Golfinhos voltam às ilhas Cagarras, bem em frente às praias nobres do Rio. Recomeçam as pesquisas sobre eles, mas o mar em seu entorno está abandonado.

Lorenzo Aldé ·
12 de agosto de 2005 · 19 anos atrás

A partir de julho, toda sexta-feira é dia de lançar-se ao mar. Esta é a única certeza do pessoal do Instituto Ecomama, que estuda os golfinhos no arquipélago das Cagarras, bem em frente às praias da Zona Sul do Rio de Janeiro.

O resto é interrogação. Vão conseguir avistar algum animal? Não se sabe. Os grupos de golfinhos que freqüentaram as ilhas em 2004 vão voltar? Não se sabe. De onde eles vêm? Não se sabe. Pra onde vão? Também não.

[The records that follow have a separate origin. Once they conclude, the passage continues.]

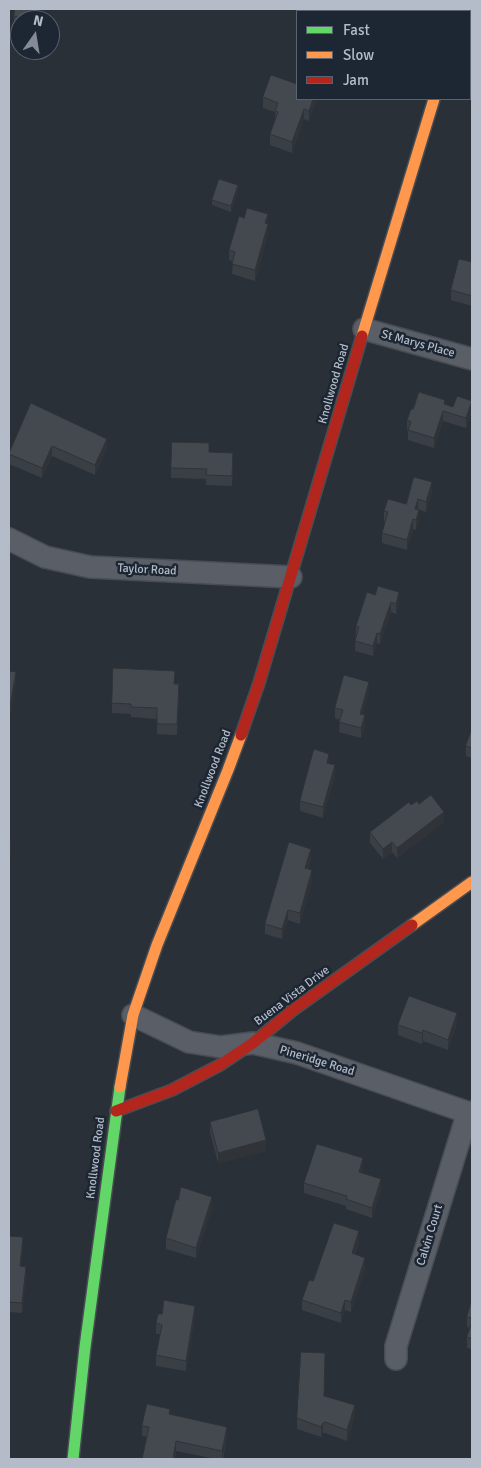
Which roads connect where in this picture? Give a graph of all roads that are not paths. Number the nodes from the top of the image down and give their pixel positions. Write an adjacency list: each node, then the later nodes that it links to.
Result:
1 (434, 100): 2 (main road, Knollwood Road)
2 (364, 328): 3 (street, St Marys Place); 5 (main road, Knollwood Road)
3 (472, 359)
4 (9, 539): 5 (street, Taylor Road)
5 (291, 577): 7 (main road, Knollwood Road)
6 (472, 882): 8 (main road, Buena Vista Drive)
7 (133, 1015): 8 (street, Pineridge Road); 9 (main road, Knollwood Road)
8 (253, 1043): 9 (main road, Buena Vista Drive); 10 (street, Pineridge Road)
9 (116, 1111): 12 (main road, Knollwood Road)
10 (470, 1113): 11 (street, Calvin Court)
11 (396, 1359)
12 (72, 1459)

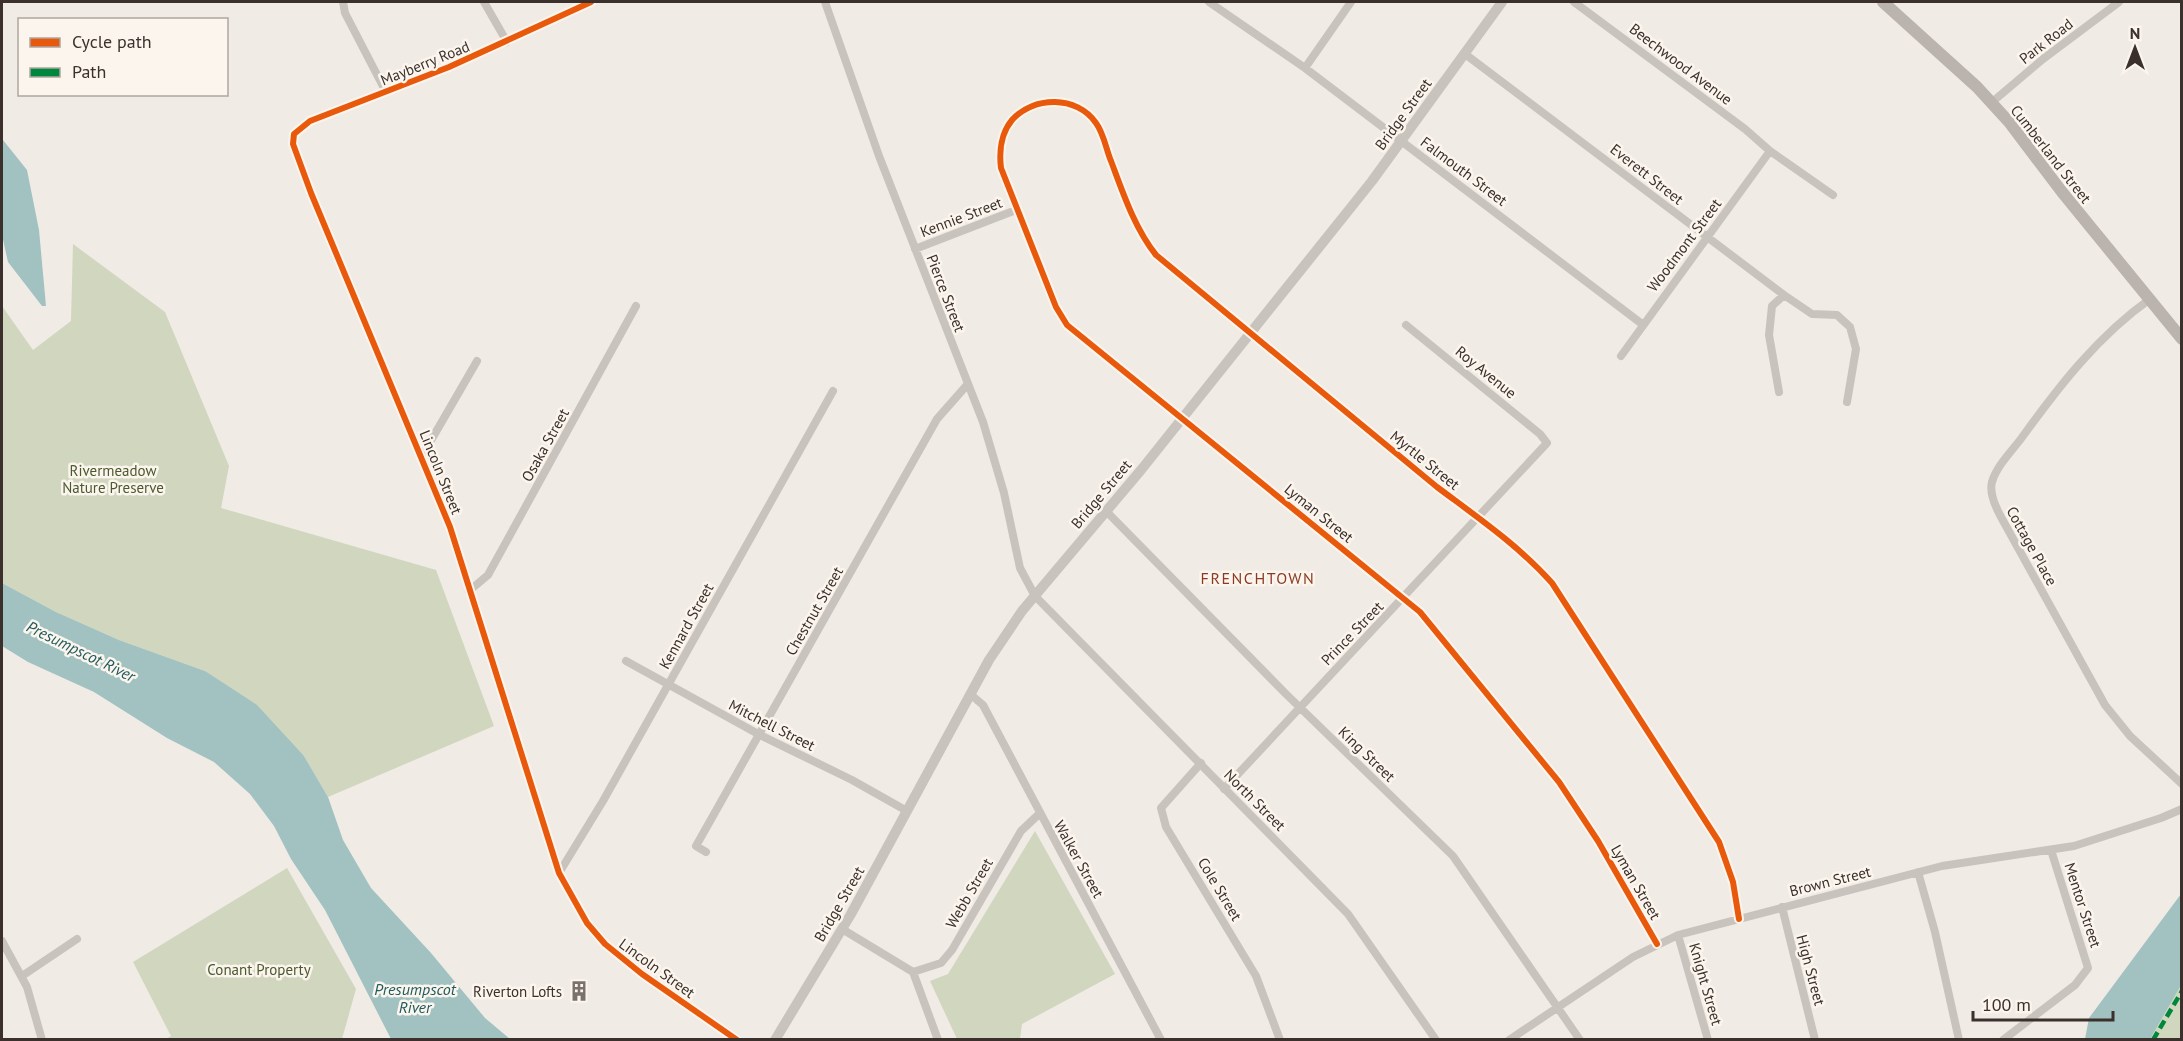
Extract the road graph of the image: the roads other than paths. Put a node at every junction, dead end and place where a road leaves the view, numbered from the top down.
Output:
1 (343, 2) edge
2 (484, 2) edge
3 (591, 2) edge
4 (825, 2) edge
5 (1209, 2) edge
6 (1351, 2) edge
7 (1502, 2) edge
8 (1574, 2) edge
9 (1883, 2) edge
10 (2118, 2) edge
11 (1220, 5) edge
12 (507, 42) junction
13 (1465, 54) junction
14 (1305, 68) junction
15 (386, 92) junction
16 (1991, 104) junction
17 (1023, 110) joint
18 (299, 129) joint
19 (1402, 141) junction
20 (1770, 152) junction
21 (1833, 195) dead end
22 (1016, 210) junction
23 (1707, 236) junction
24 (915, 249) junction
25 (1784, 295) junction
26 (2150, 299) junction
27 (636, 306) dead end
28 (1642, 324) junction
29 (1406, 325) dead end
30 (1250, 334) junction
31 (2181, 339) edge
32 (1621, 356) dead end
33 (477, 361) dead end
34 (967, 385) junction
35 (832, 391) dead end
36 (1779, 392) dead end
37 (1847, 402) dead end
38 (1182, 416) junction
39 (1547, 443) joint
40 (422, 456) junction
41 (1106, 511) junction
42 (1480, 517) junction
43 (469, 591) junction
44 (1035, 596) junction
45 (1405, 597) junction
46 (626, 661) dead end
47 (668, 685) junction
48 (970, 694) junction
49 (1301, 707) junction
50 (760, 735) junction
51 (1201, 763) junction
52 (2181, 784) edge
53 (1224, 789) junction
54 (2181, 808) edge
55 (907, 811) junction
56 (1039, 814) junction
57 (2051, 850) junction
58 (706, 852) dead end
59 (1918, 872) junction
60 (559, 873) junction
61 (1782, 907) junction
62 (1739, 919) junction
63 (842, 929) junction
64 (1678, 935) junction
65 (77, 939) dead end
66 (2, 941) edge
67 (1658, 944) junction
68 (913, 972) junction
69 (22, 976) junction
70 (1559, 1006) junction
71 (42, 1040) edge
72 (737, 1040) edge
73 (775, 1040) edge
74 (938, 1040) edge
75 (1161, 1040) edge
76 (1280, 1040) edge
77 (1436, 1040) edge
78 (1509, 1040) edge
79 (1580, 1040) edge
80 (1708, 1040) edge
81 (1815, 1040) edge
82 (1959, 1040) edge
83 (2003, 1040) edge

1 - 15 street
2 - 12 street
3 - 12 street, Mayberry Road
4 - 24 street, Pierce Street
5 - 11 street, Falmouth Street
6 - 14 street
7 - 13 street, Bridge Street
8 - 20 street, Beechwood Avenue
9 - 16 main road, Cumberland Street
10 - 16 street, Park Road
11 - 14 street, Falmouth Street
12 - 15 street, Mayberry Road
13 - 19 street, Bridge Street
13 - 23 street, Everett Street
14 - 19 street, Falmouth Street
15 - 18 street, Mayberry Road
16 - 26 main road, Cumberland Street
17 - 22 street, Lyman Street
17 - 30 street, Myrtle Street
18 - 40 street, Lincoln Street
19 - 28 street, Falmouth Street
19 - 30 street, Bridge Street
20 - 21 street, Beechwood Avenue
20 - 23 street, Woodmont Street
22 - 24 street, Kennie Street
22 - 38 street, Lyman Street
23 - 25 street, Everett Street
23 - 28 street, Woodmont Street
24 - 34 street, Pierce Street
25 - 36 street
25 - 37 street, Everett Street
26 - 31 main road, Cumberland Street
26 - 52 street, Cottage Place
27 - 43 street, Osaka Street
28 - 32 street, Woodmont Street
29 - 39 street, Roy Avenue
30 - 38 street, Bridge Street
30 - 42 street, Myrtle Street
33 - 40 street
34 - 44 street, Pierce Street
34 - 50 street, Chestnut Street
35 - 47 street, Kennard Street
38 - 41 street, Bridge Street
38 - 45 street, Lyman Street
39 - 42 street, Prince Street
40 - 43 street, Lincoln Street
41 - 44 street, Bridge Street
41 - 49 street, King Street
42 - 45 street, Prince Street
42 - 62 street, Myrtle Street
43 - 60 street, Lincoln Street
44 - 48 street, Bridge Street
44 - 51 street, North Street
45 - 49 street, Prince Street
45 - 67 street, Lyman Street
46 - 47 street, Mitchell Street
47 - 50 street, Mitchell Street
47 - 60 street, Kennard Street
48 - 55 street, Bridge Street
48 - 56 street, Walker Street
49 - 53 street, Prince Street
49 - 70 street, King Street
50 - 55 street, Mitchell Street
50 - 58 street, Chestnut Street
51 - 53 street, North Street
51 - 76 street, Cole Street
53 - 77 street, North Street
54 - 57 street, Brown Street
55 - 63 street, Bridge Street
56 - 68 street, Webb Street
56 - 75 street, Walker Street
57 - 59 street, Brown Street
57 - 83 street, Mentor Street
59 - 61 street, Brown Street
59 - 82 street
60 - 72 street, Lincoln Street
61 - 62 street, Brown Street
61 - 81 street, High Street
62 - 64 street, Brown Street
63 - 68 street
63 - 73 street, Bridge Street
64 - 67 street, Brown Street
64 - 80 street, Knight Street
65 - 69 street
66 - 69 street
67 - 70 street, Brown Street
68 - 74 street
69 - 71 street
70 - 78 street, Brown Street
70 - 79 street, King Street

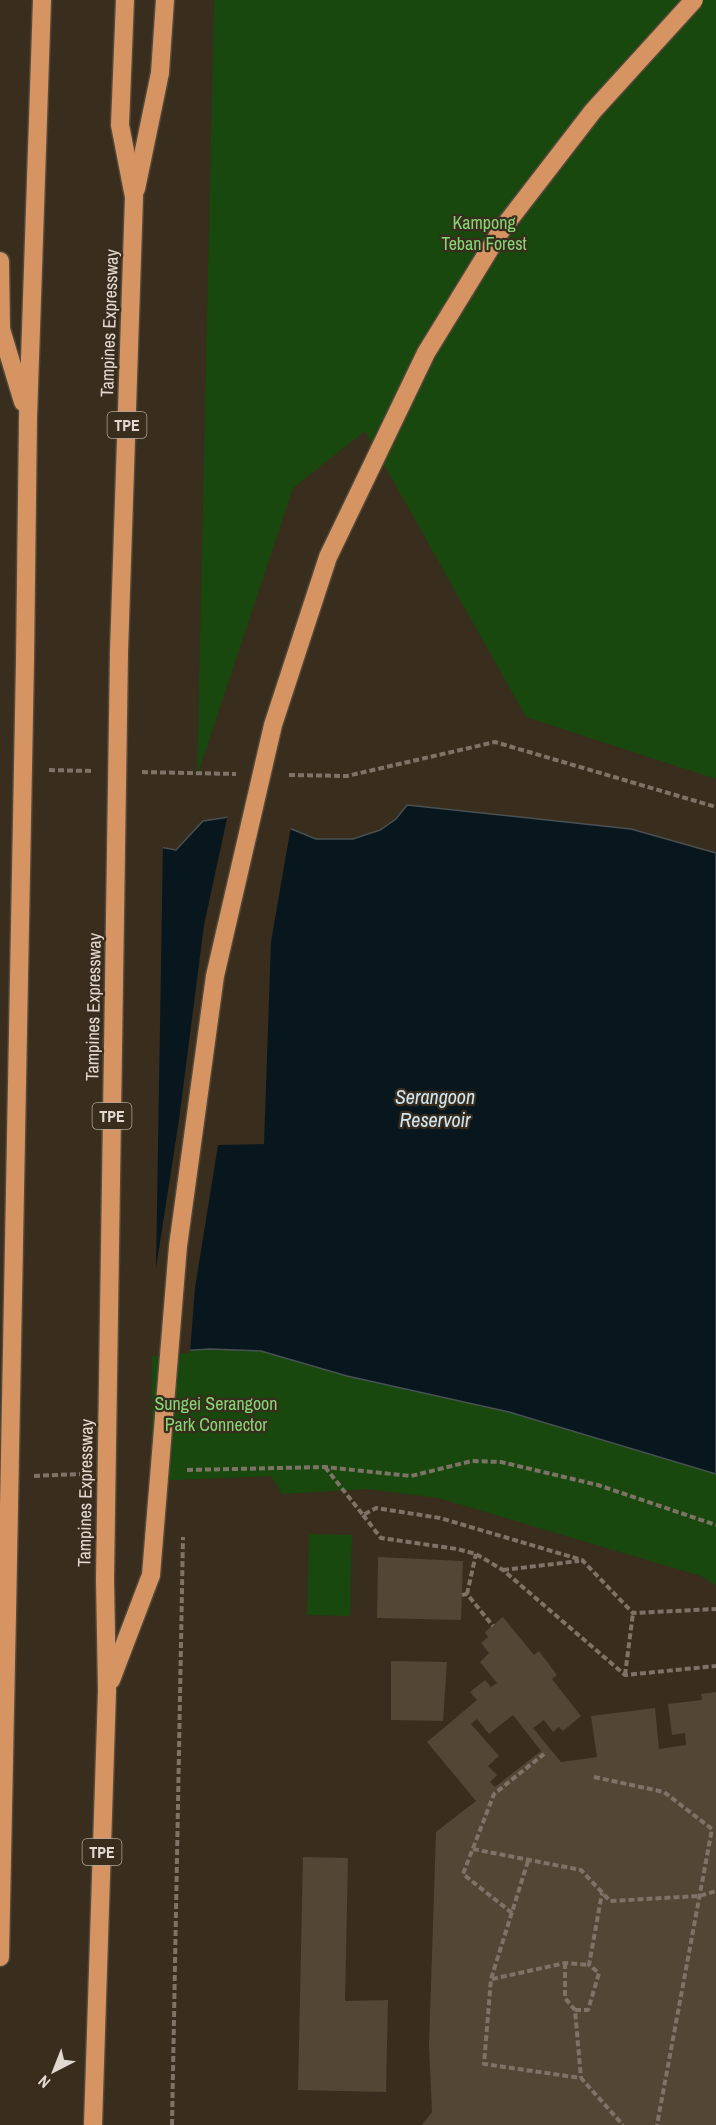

A quantidade de dúvidas, longe de ser preocupante, é o que mais estimula os pesquisadores. Comum nos mares de todo o mundo, o golfinho nariz-de-garrafa (Tursiops truncatus) é o mais popular entre seus pares. Tanto que ficou conhecido como “flíper”, por causa do seriado de TV Flipper, da década de 60, no qual contracenava com um garoto. Sociável e “simpático” aos olhos humanos, ele praticamente não foi estudado no Brasil até hoje. Em outros países, há quem acompanhe os mesmos bichos há décadas. E nem por isso deixa de colecionar dúvidas sobre a complexa estrutura social desses golfinhos, seu comportamento, sua comunicação e até mesmo sobre o tamanho de suas populações.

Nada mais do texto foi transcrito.